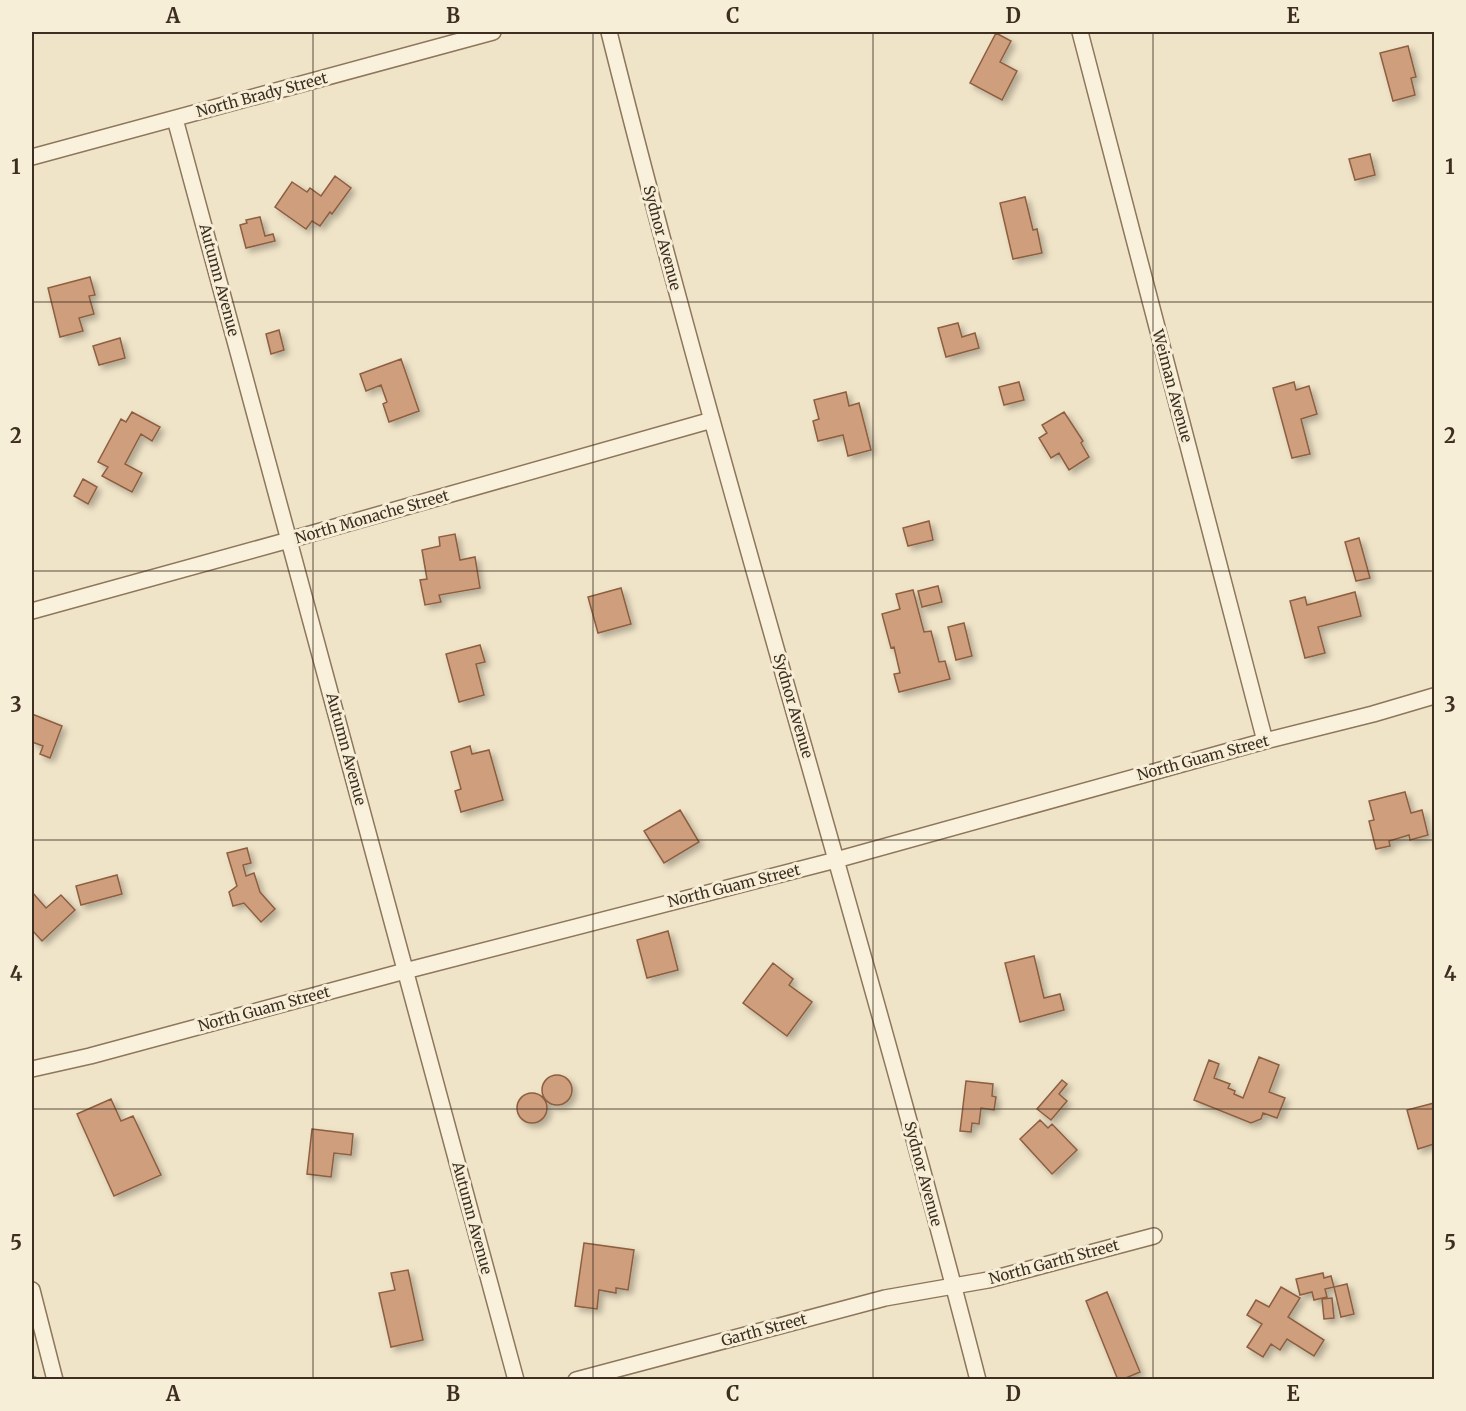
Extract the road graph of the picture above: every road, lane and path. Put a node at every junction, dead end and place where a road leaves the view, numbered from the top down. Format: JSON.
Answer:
{"nodes":[{"id":1,"x":493,"y":32,"type":"edge"},
{"id":2,"x":609,"y":32,"type":"edge"},
{"id":3,"x":1080,"y":32,"type":"edge"},
{"id":4,"x":175,"y":119,"type":"junction"},
{"id":5,"x":32,"y":157,"type":"edge"},
{"id":6,"x":712,"y":420,"type":"junction"},
{"id":7,"x":289,"y":540,"type":"junction"},
{"id":8,"x":32,"y":611,"type":"edge"},
{"id":9,"x":1434,"y":696,"type":"edge"},
{"id":10,"x":1265,"y":741,"type":"junction"},
{"id":11,"x":836,"y":860,"type":"junction"},
{"id":12,"x":405,"y":971,"type":"junction"},
{"id":13,"x":32,"y":1069,"type":"edge"},
{"id":14,"x":1154,"y":1236,"type":"dead end"},
{"id":15,"x":954,"y":1286,"type":"junction"},
{"id":16,"x":32,"y":1290,"type":"edge"},
{"id":17,"x":56,"y":1380,"type":"edge"},
{"id":18,"x":516,"y":1380,"type":"edge"},
{"id":19,"x":576,"y":1380,"type":"edge"},
{"id":20,"x":978,"y":1380,"type":"edge"}],
"edges":[{"from":1,"to":4,"type":"street","name":"North Brady Street"},
{"from":2,"to":6,"type":"street","name":"Sydnor Avenue"},
{"from":3,"to":10,"type":"street","name":"Weiman Avenue"},
{"from":4,"to":5,"type":"street","name":"North Brady Street"},
{"from":4,"to":7,"type":"street","name":"Autumn Avenue"},
{"from":6,"to":7,"type":"street","name":"North Monache Street"},
{"from":6,"to":11,"type":"street","name":"Sydnor Avenue"},
{"from":7,"to":8,"type":"street","name":"North Monache Street"},
{"from":7,"to":12,"type":"street","name":"Autumn Avenue"},
{"from":9,"to":10,"type":"street","name":"North Guam Street"},
{"from":10,"to":11,"type":"street","name":"North Guam Street"},
{"from":11,"to":12,"type":"street","name":"North Guam Street"},
{"from":11,"to":15,"type":"street","name":"Sydnor Avenue"},
{"from":12,"to":13,"type":"street","name":"North Guam Street"},
{"from":12,"to":18,"type":"street","name":"Autumn Avenue"},
{"from":14,"to":15,"type":"street","name":"North Garth Street"},
{"from":15,"to":19,"type":"street","name":"Garth Street"},
{"from":15,"to":20,"type":"street","name":"Sydnor Avenue"},
{"from":16,"to":17,"type":"street"}]}
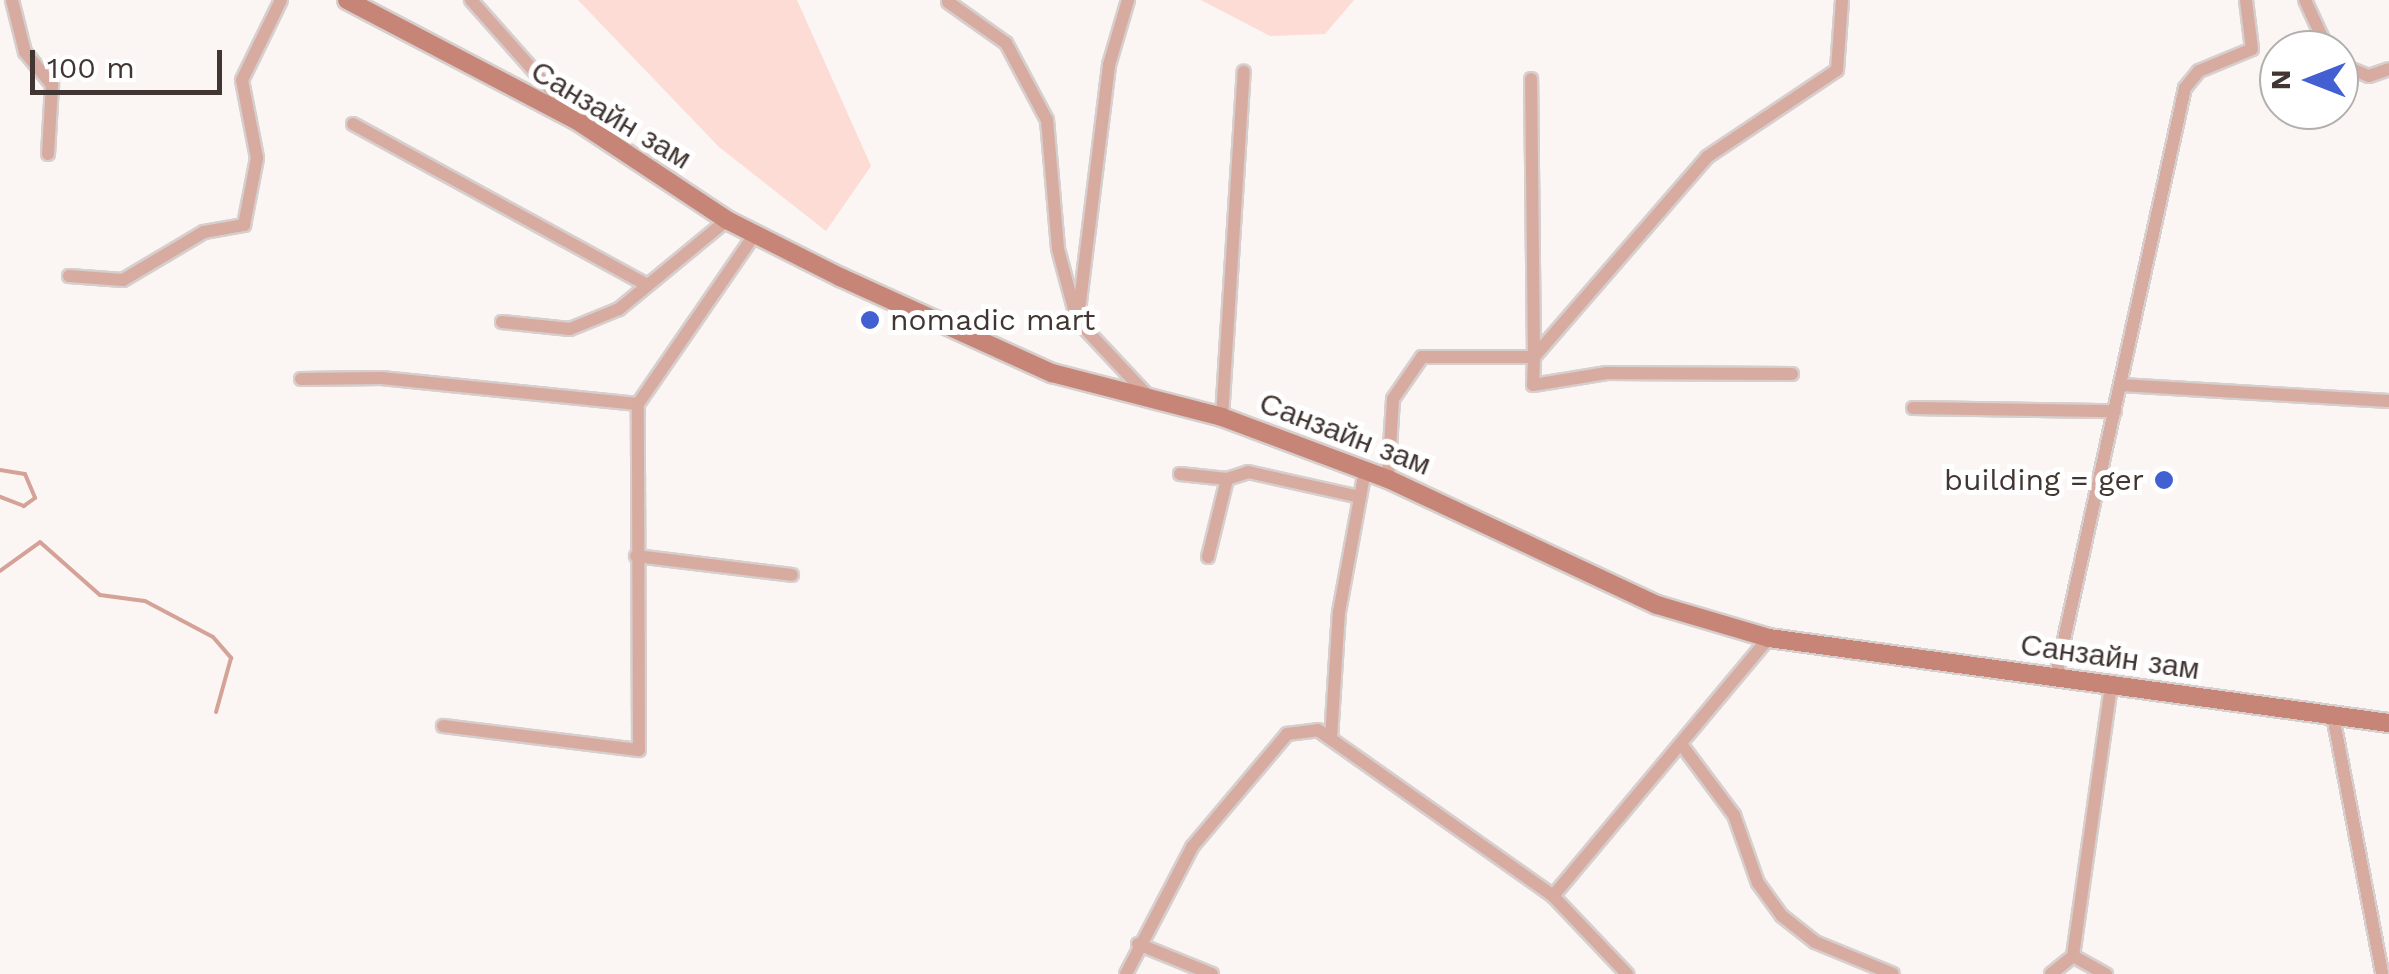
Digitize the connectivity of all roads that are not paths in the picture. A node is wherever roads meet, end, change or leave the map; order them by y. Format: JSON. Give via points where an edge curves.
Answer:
{"nodes":[{"id":1,"x":12,"y":0,"type":"edge"},
{"id":2,"x":281,"y":0,"type":"edge"},
{"id":3,"x":347,"y":0,"type":"edge"},
{"id":4,"x":470,"y":0,"type":"edge"},
{"id":5,"x":1128,"y":0,"type":"edge"},
{"id":6,"x":1842,"y":0,"type":"edge"},
{"id":7,"x":2246,"y":0,"type":"edge"},
{"id":8,"x":2306,"y":0,"type":"edge"},
{"id":9,"x":948,"y":2,"type":"edge"},
{"id":10,"x":2319,"y":30,"type":"edge"},
{"id":11,"x":2389,"y":69,"type":"edge"},
{"id":12,"x":1244,"y":72,"type":"dead end"},
{"id":13,"x":2359,"y":72,"type":"edge"},
{"id":14,"x":1531,"y":80,"type":"dead end"},
{"id":15,"x":579,"y":122,"type":"junction"},
{"id":16,"x":353,"y":124,"type":"dead end"},
{"id":17,"x":48,"y":154,"type":"dead end"},
{"id":18,"x":726,"y":220,"type":"junction"},
{"id":19,"x":755,"y":234,"type":"junction"},
{"id":20,"x":68,"y":276,"type":"dead end"},
{"id":21,"x":647,"y":285,"type":"junction"},
{"id":22,"x":1078,"y":320,"type":"junction"},
{"id":23,"x":502,"y":322,"type":"dead end"},
{"id":24,"x":1534,"y":356,"type":"junction"},
{"id":25,"x":1792,"y":374,"type":"dead end"},
{"id":26,"x":301,"y":379,"type":"dead end"},
{"id":27,"x":2121,"y":385,"type":"junction"},
{"id":28,"x":1150,"y":398,"type":"junction"},
{"id":29,"x":2389,"y":401,"type":"edge"},
{"id":30,"x":638,"y":404,"type":"junction"},
{"id":31,"x":1913,"y":408,"type":"dead end"},
{"id":32,"x":2115,"y":411,"type":"junction"},
{"id":33,"x":1222,"y":417,"type":"junction"},
{"id":34,"x":1365,"y":470,"type":"junction"},
{"id":35,"x":1180,"y":474,"type":"dead end"},
{"id":36,"x":1226,"y":479,"type":"junction"},
{"id":37,"x":1388,"y":479,"type":"junction"},
{"id":38,"x":1356,"y":496,"type":"junction"},
{"id":39,"x":636,"y":556,"type":"junction"},
{"id":40,"x":1208,"y":557,"type":"dead end"},
{"id":41,"x":792,"y":576,"type":"dead end"},
{"id":42,"x":1770,"y":638,"type":"junction"},
{"id":43,"x":2056,"y":676,"type":"junction"},
{"id":44,"x":2111,"y":686,"type":"junction"},
{"id":45,"x":2333,"y":716,"type":"junction"},
{"id":46,"x":2389,"y":724,"type":"edge"},
{"id":47,"x":442,"y":726,"type":"dead end"},
{"id":48,"x":1332,"y":738,"type":"junction"},
{"id":49,"x":1681,"y":744,"type":"junction"},
{"id":50,"x":1554,"y":896,"type":"junction"},
{"id":51,"x":1138,"y":944,"type":"junction"},
{"id":52,"x":2074,"y":956,"type":"junction"},
{"id":53,"x":1126,"y":974,"type":"edge"},
{"id":54,"x":1212,"y":974,"type":"edge"},
{"id":55,"x":1627,"y":974,"type":"edge"},
{"id":56,"x":1893,"y":974,"type":"edge"},
{"id":57,"x":2051,"y":974,"type":"edge"},
{"id":58,"x":2106,"y":974,"type":"edge"},
{"id":59,"x":2382,"y":974,"type":"edge"}],
"edges":[{"from":1,"to":17,"type":"street","via":[[25,52],[52,85]]},
{"from":2,"to":20,"type":"street","via":[[242,80],[257,158],[244,225],[204,232],[134,276]]},
{"from":3,"to":15,"type":"main road","name":"Санзайн зам"},
{"from":4,"to":15,"type":"street"},
{"from":5,"to":22,"type":"street","via":[[1109,65]]},
{"from":6,"to":24,"type":"street","via":[[1838,70],[1729,134]]},
{"from":7,"to":27,"type":"street","via":[[2252,49],[2199,71],[2185,88]]},
{"from":8,"to":10,"type":"street"},
{"from":9,"to":22,"type":"street","via":[[1006,43],[1047,120],[1058,249]]},
{"from":11,"to":13,"type":"street"},
{"from":12,"to":33,"type":"street"},
{"from":14,"to":24,"type":"street"},
{"from":15,"to":18,"type":"main road","name":"Санзайн зам"},
{"from":16,"to":21,"type":"street"},
{"from":18,"to":19,"type":"main road","name":"Санзайн зам"},
{"from":18,"to":21,"type":"street"},
{"from":19,"to":28,"type":"main road","name":"Санзайн зам","via":[[1052,373]]},
{"from":19,"to":30,"type":"street"},
{"from":21,"to":23,"type":"street","via":[[570,329]]},
{"from":22,"to":28,"type":"street"},
{"from":24,"to":25,"type":"street","via":[[1533,385],[1607,373]]},
{"from":24,"to":37,"type":"street","via":[[1422,356],[1393,399]]},
{"from":26,"to":30,"type":"street","via":[[381,378]]},
{"from":27,"to":29,"type":"street"},
{"from":27,"to":32,"type":"street"},
{"from":28,"to":33,"type":"main road","name":"Санзайн зам"},
{"from":30,"to":39,"type":"street"},
{"from":31,"to":32,"type":"street"},
{"from":32,"to":43,"type":"street"},
{"from":33,"to":34,"type":"main road","name":"Санзайн зам"},
{"from":34,"to":37,"type":"main road","name":"Санзайн зам"},
{"from":34,"to":38,"type":"street"},
{"from":35,"to":36,"type":"street"},
{"from":36,"to":38,"type":"street","via":[[1248,472]]},
{"from":36,"to":40,"type":"street"},
{"from":37,"to":42,"type":"main road","name":"Санзайн зам","via":[[1656,605]]},
{"from":38,"to":48,"type":"street"},
{"from":39,"to":41,"type":"street"},
{"from":39,"to":47,"type":"street","via":[[639,750]]},
{"from":42,"to":43,"type":"main road","name":"Санзайн зам"},
{"from":42,"to":49,"type":"street"},
{"from":43,"to":44,"type":"main road","name":"Санзайн зам"},
{"from":44,"to":45,"type":"main road","name":"Санзайн зам"},
{"from":44,"to":52,"type":"street"},
{"from":45,"to":46,"type":"main road","name":"Санзайн зам"},
{"from":45,"to":59,"type":"street"},
{"from":48,"to":50,"type":"street"},
{"from":48,"to":51,"type":"street","via":[[1309,730],[1274,746],[1192,847]]},
{"from":49,"to":50,"type":"street"},
{"from":49,"to":56,"type":"street","via":[[1734,815],[1758,884],[1782,916],[1815,942]]},
{"from":50,"to":55,"type":"street"},
{"from":51,"to":53,"type":"street"},
{"from":51,"to":54,"type":"street"},
{"from":52,"to":57,"type":"street"},
{"from":52,"to":58,"type":"street"}]}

→ Exercise instructions: Pull every line containing "nodes" out of the entries.

→ Your solution:
{"nodes":[{"id":1,"x":493,"y":32,"type":"edge"},
{"nodes":[{"id":1,"x":12,"y":0,"type":"edge"},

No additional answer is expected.